[[ The data open ]]
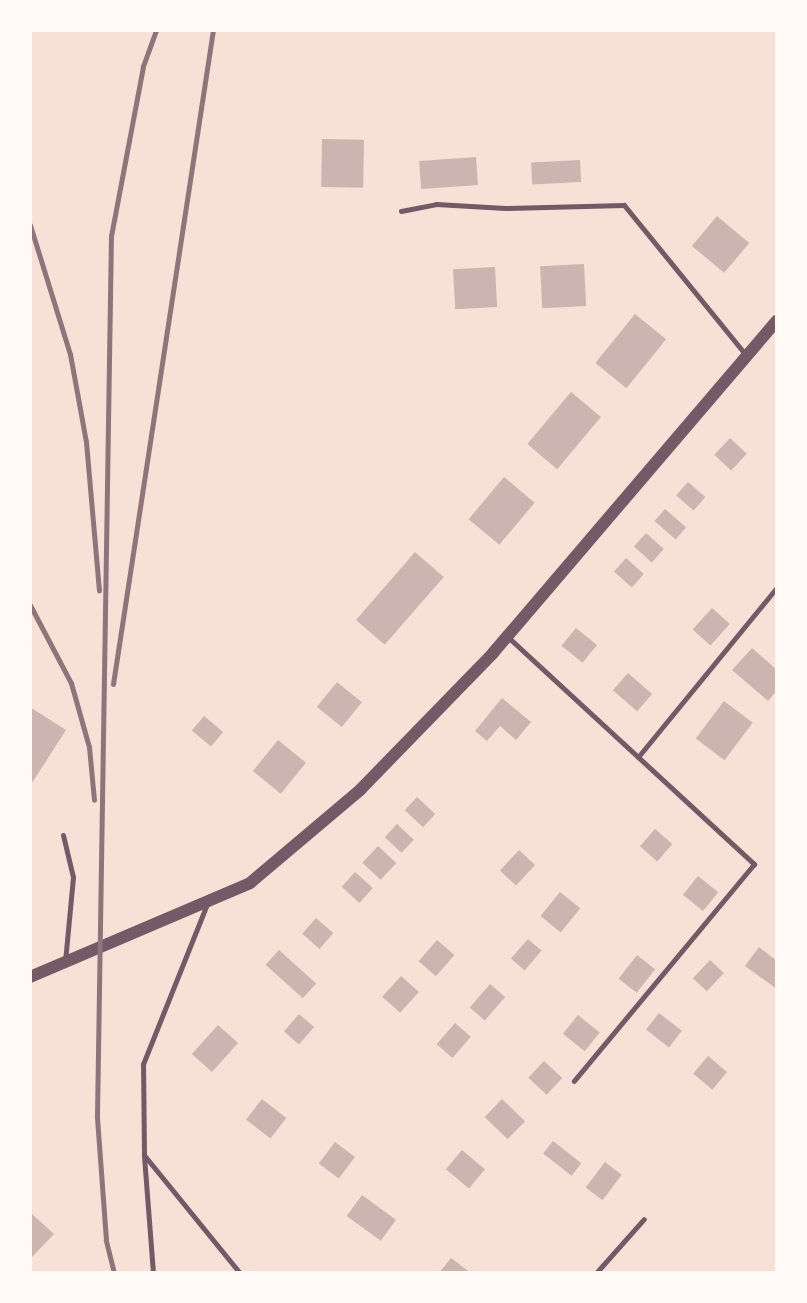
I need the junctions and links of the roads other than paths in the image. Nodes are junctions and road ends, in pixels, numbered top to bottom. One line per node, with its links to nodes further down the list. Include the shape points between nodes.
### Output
1 (401, 211): 3 (lane, via 436,204 505,208 624,205)
2 (777, 321): 3 (street)
3 (746, 355): 5 (street)
4 (777, 587): 6 (lane)
5 (507, 637): 6 (lane); 8 (street, via 360,790 250,883)
6 (638, 757): 11 (lane, via 754,864)
7 (62, 835): 9 (lane, via 73,877)
8 (208, 901): 9 (street); 12 (lane, via 143,1064)
9 (65, 962): 10 (street)
10 (30, 977)
11 (574, 1081)
12 (144, 1156): 14 (lane); 15 (lane)
13 (644, 1219): 16 (lane)
14 (153, 1273)
15 (240, 1273)
16 (596, 1273)

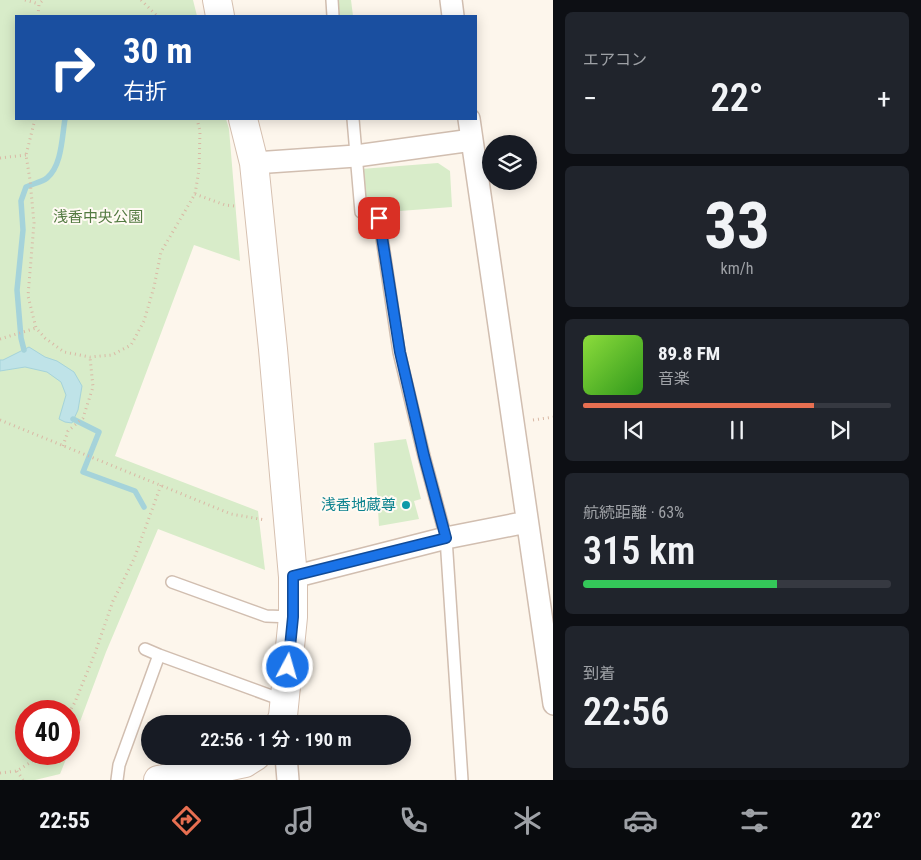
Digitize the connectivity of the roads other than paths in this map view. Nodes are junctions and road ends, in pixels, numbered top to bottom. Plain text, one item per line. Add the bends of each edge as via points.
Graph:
[[ The data closed ]]
Task description »
Once the pictures are set aside, repeat each entry exactly as it stands.

Task solution »
I need the junctions and links of the roads other than paths in the image. Nodes are junctions and road ends, in pixels, numbered top to bottom. One line per node, with its links to nodes further down the list. Include the shape points between nodes.
### Output
1 (401, 211): 3 (lane, via 436,204 505,208 624,205)
2 (777, 321): 3 (street)
3 (746, 355): 5 (street)
4 (777, 587): 6 (lane)
5 (507, 637): 6 (lane); 8 (street, via 360,790 250,883)
6 (638, 757): 11 (lane, via 754,864)
7 (62, 835): 9 (lane, via 73,877)
8 (208, 901): 9 (street); 12 (lane, via 143,1064)
9 (65, 962): 10 (street)
10 (30, 977)
11 (574, 1081)
12 (144, 1156): 14 (lane); 15 (lane)
13 (644, 1219): 16 (lane)
14 (153, 1273)
15 (240, 1273)
16 (596, 1273)

Digitize the connectivity of the roads other than paths in this map view. Nodes are junctions and road ends, in pixels, numbered top to bottom. Plain text, one item per line. Add the bends of each edge as via points.
Graph:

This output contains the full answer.